RECORDED INFORMATION |
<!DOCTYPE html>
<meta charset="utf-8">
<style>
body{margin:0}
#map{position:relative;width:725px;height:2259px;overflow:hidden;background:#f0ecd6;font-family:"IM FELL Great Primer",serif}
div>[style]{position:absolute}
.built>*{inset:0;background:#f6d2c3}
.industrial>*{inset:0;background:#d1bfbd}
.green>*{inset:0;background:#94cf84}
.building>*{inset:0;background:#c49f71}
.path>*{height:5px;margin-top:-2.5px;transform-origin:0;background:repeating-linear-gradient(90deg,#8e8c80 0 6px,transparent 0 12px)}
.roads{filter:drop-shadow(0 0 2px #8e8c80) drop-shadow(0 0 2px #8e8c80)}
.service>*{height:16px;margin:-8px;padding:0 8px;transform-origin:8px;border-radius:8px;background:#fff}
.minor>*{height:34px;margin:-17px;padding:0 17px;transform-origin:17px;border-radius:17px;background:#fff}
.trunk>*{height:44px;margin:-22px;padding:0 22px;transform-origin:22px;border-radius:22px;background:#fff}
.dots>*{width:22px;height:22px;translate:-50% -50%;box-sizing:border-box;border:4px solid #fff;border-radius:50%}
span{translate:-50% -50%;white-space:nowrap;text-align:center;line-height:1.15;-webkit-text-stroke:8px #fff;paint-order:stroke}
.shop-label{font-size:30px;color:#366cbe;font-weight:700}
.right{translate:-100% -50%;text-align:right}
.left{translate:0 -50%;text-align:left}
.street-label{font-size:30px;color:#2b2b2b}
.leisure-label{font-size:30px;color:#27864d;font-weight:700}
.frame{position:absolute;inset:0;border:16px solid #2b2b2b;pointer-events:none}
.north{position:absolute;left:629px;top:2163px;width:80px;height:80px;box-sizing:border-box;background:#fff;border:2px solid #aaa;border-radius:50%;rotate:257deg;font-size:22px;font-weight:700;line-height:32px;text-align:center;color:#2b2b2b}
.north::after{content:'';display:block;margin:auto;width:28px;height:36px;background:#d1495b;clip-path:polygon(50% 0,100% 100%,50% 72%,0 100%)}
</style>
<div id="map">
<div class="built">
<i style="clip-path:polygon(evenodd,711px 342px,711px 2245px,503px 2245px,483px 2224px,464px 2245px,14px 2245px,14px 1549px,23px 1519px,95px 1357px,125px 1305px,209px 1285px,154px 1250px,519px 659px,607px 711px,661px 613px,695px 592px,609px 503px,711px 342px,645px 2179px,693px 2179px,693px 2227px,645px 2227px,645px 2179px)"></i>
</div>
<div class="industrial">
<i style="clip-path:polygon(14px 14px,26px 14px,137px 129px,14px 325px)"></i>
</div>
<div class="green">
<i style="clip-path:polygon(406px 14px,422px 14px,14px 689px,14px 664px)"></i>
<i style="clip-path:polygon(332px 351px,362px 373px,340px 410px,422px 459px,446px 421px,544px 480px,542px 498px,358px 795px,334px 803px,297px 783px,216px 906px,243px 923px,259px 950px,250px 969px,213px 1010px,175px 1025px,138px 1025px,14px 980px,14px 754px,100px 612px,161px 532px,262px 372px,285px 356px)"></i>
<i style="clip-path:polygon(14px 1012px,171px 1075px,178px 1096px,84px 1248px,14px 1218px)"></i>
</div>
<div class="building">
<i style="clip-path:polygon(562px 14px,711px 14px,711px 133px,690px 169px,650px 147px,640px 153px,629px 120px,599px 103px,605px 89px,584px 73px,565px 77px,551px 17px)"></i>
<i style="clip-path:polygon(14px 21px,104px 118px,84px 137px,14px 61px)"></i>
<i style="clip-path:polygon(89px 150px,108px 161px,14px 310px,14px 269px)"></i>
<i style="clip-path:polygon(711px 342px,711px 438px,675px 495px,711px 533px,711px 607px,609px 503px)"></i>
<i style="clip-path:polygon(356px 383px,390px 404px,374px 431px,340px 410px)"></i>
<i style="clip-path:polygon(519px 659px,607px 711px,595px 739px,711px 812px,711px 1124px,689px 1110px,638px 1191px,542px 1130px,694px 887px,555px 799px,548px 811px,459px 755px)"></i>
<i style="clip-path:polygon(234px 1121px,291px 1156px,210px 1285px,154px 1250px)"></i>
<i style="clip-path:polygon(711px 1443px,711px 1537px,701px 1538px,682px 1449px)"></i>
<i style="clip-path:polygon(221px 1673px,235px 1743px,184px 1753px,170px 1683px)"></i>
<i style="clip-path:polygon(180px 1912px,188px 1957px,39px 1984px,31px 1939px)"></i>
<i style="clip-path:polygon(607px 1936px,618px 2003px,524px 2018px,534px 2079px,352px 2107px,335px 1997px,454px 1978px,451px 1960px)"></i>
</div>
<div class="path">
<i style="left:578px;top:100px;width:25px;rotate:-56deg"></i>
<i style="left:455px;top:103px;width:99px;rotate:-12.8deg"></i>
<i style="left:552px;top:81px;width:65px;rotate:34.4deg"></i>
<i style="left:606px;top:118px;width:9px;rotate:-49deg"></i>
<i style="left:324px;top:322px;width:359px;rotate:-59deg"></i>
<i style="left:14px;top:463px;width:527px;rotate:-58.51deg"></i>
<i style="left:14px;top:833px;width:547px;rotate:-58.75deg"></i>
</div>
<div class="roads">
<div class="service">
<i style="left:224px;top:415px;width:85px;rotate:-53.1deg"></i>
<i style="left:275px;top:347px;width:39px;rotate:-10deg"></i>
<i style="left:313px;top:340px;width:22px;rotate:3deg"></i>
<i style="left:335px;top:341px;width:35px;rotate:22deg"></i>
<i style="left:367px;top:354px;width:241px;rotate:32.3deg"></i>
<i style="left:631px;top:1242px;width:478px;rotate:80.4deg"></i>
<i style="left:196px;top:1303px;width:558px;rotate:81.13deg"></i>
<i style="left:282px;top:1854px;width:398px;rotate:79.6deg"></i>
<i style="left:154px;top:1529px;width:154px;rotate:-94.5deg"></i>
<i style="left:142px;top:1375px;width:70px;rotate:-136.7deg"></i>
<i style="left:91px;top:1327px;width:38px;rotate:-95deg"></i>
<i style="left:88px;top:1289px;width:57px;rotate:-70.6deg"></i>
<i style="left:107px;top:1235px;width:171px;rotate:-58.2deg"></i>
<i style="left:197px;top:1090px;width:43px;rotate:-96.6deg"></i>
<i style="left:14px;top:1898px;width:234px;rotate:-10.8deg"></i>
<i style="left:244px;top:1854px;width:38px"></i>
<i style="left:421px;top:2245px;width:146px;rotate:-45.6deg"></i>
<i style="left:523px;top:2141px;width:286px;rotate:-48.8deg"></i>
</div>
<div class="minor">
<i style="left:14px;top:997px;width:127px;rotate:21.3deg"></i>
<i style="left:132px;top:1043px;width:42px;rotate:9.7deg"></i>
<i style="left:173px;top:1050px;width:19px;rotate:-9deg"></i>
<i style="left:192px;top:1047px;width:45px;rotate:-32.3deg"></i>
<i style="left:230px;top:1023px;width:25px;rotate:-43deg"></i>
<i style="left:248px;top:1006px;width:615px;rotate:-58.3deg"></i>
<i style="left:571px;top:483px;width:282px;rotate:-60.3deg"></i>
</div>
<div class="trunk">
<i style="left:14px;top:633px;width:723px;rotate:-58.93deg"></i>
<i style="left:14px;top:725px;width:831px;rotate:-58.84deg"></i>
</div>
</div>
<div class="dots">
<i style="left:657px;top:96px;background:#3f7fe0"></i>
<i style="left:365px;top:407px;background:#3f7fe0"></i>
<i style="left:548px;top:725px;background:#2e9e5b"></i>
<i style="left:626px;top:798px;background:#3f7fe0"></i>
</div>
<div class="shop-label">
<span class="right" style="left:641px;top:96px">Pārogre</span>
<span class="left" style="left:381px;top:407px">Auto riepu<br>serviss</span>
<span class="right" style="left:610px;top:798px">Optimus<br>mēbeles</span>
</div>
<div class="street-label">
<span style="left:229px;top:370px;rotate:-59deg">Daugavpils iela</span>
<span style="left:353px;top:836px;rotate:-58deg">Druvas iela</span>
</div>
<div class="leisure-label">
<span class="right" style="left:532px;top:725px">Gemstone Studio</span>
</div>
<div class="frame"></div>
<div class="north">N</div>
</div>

REQUIRED ACTION | Emit, unaltered, the lines from the top of the listing down through the line that holds "2px #8e8c80) drop-shadow(0"; emit nothing else.

SOLUTION TO THE EXERCISE |
<!DOCTYPE html>
<meta charset="utf-8">
<style>
body{margin:0}
#map{position:relative;width:725px;height:2259px;overflow:hidden;background:#f0ecd6;font-family:"IM FELL Great Primer",serif}
div>[style]{position:absolute}
.built>*{inset:0;background:#f6d2c3}
.industrial>*{inset:0;background:#d1bfbd}
.green>*{inset:0;background:#94cf84}
.building>*{inset:0;background:#c49f71}
.path>*{height:5px;margin-top:-2.5px;transform-origin:0;background:repeating-linear-gradient(90deg,#8e8c80 0 6px,transparent 0 12px)}
.roads{filter:drop-shadow(0 0 2px #8e8c80) drop-shadow(0 0 2px #8e8c80)}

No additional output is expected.